Prompt
Going line by line through the entries below, count those that contain "roads". Give the number by itself.

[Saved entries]
--*--

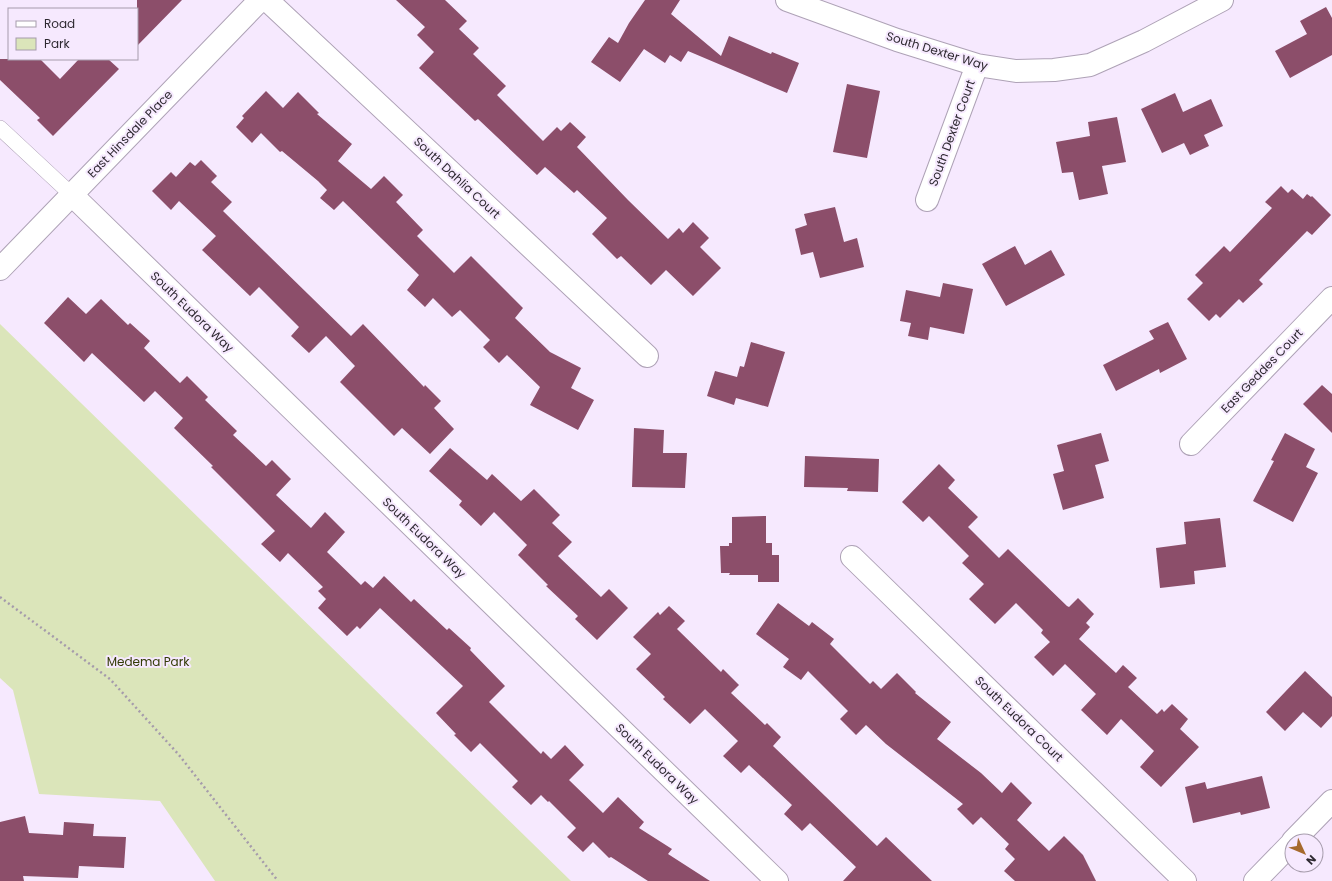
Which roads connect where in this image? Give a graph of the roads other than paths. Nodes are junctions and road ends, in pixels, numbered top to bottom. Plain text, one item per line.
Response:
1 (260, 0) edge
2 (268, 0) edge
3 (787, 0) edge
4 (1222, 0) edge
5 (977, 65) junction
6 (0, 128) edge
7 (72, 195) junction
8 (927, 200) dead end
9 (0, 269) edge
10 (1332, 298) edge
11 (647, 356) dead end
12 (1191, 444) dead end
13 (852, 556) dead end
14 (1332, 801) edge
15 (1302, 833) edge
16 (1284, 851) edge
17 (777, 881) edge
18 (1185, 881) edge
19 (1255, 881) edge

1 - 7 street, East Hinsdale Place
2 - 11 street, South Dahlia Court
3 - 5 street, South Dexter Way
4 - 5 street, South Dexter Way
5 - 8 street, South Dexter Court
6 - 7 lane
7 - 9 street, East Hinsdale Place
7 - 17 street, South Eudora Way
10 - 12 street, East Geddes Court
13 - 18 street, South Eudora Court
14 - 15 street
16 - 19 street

--*--

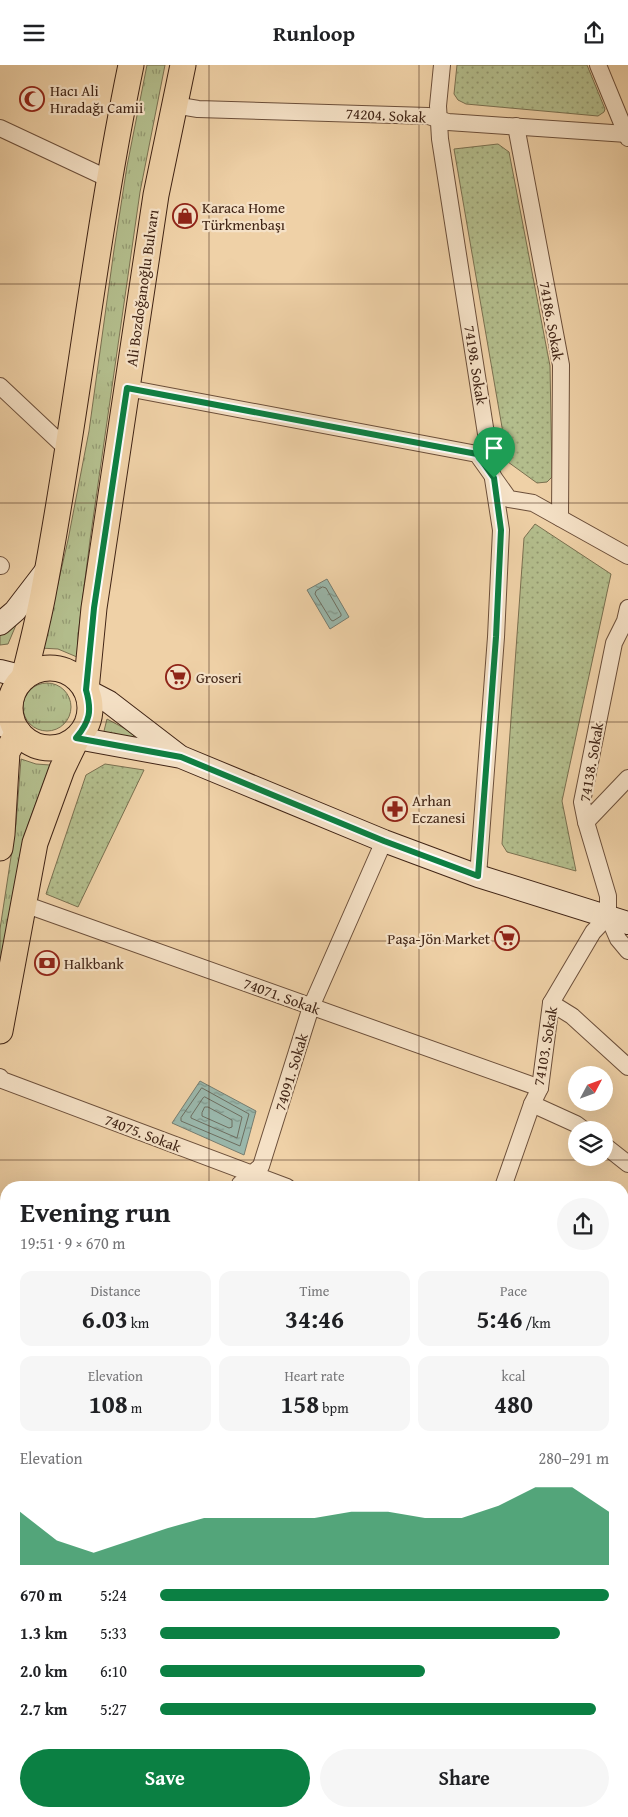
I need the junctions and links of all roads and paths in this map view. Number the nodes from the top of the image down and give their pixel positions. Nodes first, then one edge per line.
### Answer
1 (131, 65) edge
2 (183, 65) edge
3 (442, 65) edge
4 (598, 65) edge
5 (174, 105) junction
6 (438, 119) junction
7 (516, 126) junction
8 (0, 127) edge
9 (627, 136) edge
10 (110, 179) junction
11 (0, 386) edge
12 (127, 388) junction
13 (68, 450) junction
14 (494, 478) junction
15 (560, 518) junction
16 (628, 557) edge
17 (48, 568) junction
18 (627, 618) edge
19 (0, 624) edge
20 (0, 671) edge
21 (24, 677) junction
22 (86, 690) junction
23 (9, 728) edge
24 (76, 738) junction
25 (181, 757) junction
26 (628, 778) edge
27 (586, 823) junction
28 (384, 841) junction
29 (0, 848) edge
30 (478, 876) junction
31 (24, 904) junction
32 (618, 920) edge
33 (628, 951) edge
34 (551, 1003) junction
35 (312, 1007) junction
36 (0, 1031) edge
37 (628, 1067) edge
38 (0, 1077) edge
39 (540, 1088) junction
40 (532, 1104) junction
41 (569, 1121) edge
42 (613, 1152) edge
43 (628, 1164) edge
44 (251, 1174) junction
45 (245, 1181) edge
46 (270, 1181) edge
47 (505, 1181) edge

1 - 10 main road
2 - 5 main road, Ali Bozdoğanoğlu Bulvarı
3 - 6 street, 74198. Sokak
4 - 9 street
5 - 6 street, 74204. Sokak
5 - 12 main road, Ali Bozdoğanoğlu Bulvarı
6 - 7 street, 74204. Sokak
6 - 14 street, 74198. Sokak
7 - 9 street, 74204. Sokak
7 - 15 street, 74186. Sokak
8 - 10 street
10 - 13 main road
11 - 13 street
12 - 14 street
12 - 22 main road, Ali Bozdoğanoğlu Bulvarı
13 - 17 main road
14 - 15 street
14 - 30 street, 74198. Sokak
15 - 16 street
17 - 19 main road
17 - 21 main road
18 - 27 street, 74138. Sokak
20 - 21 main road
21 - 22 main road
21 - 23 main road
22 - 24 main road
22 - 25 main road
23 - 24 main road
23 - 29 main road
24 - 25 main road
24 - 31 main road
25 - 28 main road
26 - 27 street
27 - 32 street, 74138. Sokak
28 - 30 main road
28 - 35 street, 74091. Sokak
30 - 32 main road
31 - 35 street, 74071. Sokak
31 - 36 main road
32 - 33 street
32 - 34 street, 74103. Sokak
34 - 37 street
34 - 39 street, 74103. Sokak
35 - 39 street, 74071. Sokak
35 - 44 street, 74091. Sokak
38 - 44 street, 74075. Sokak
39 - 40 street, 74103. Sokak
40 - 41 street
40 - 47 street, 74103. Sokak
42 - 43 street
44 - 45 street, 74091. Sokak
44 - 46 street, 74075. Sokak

--*--

Task solution
2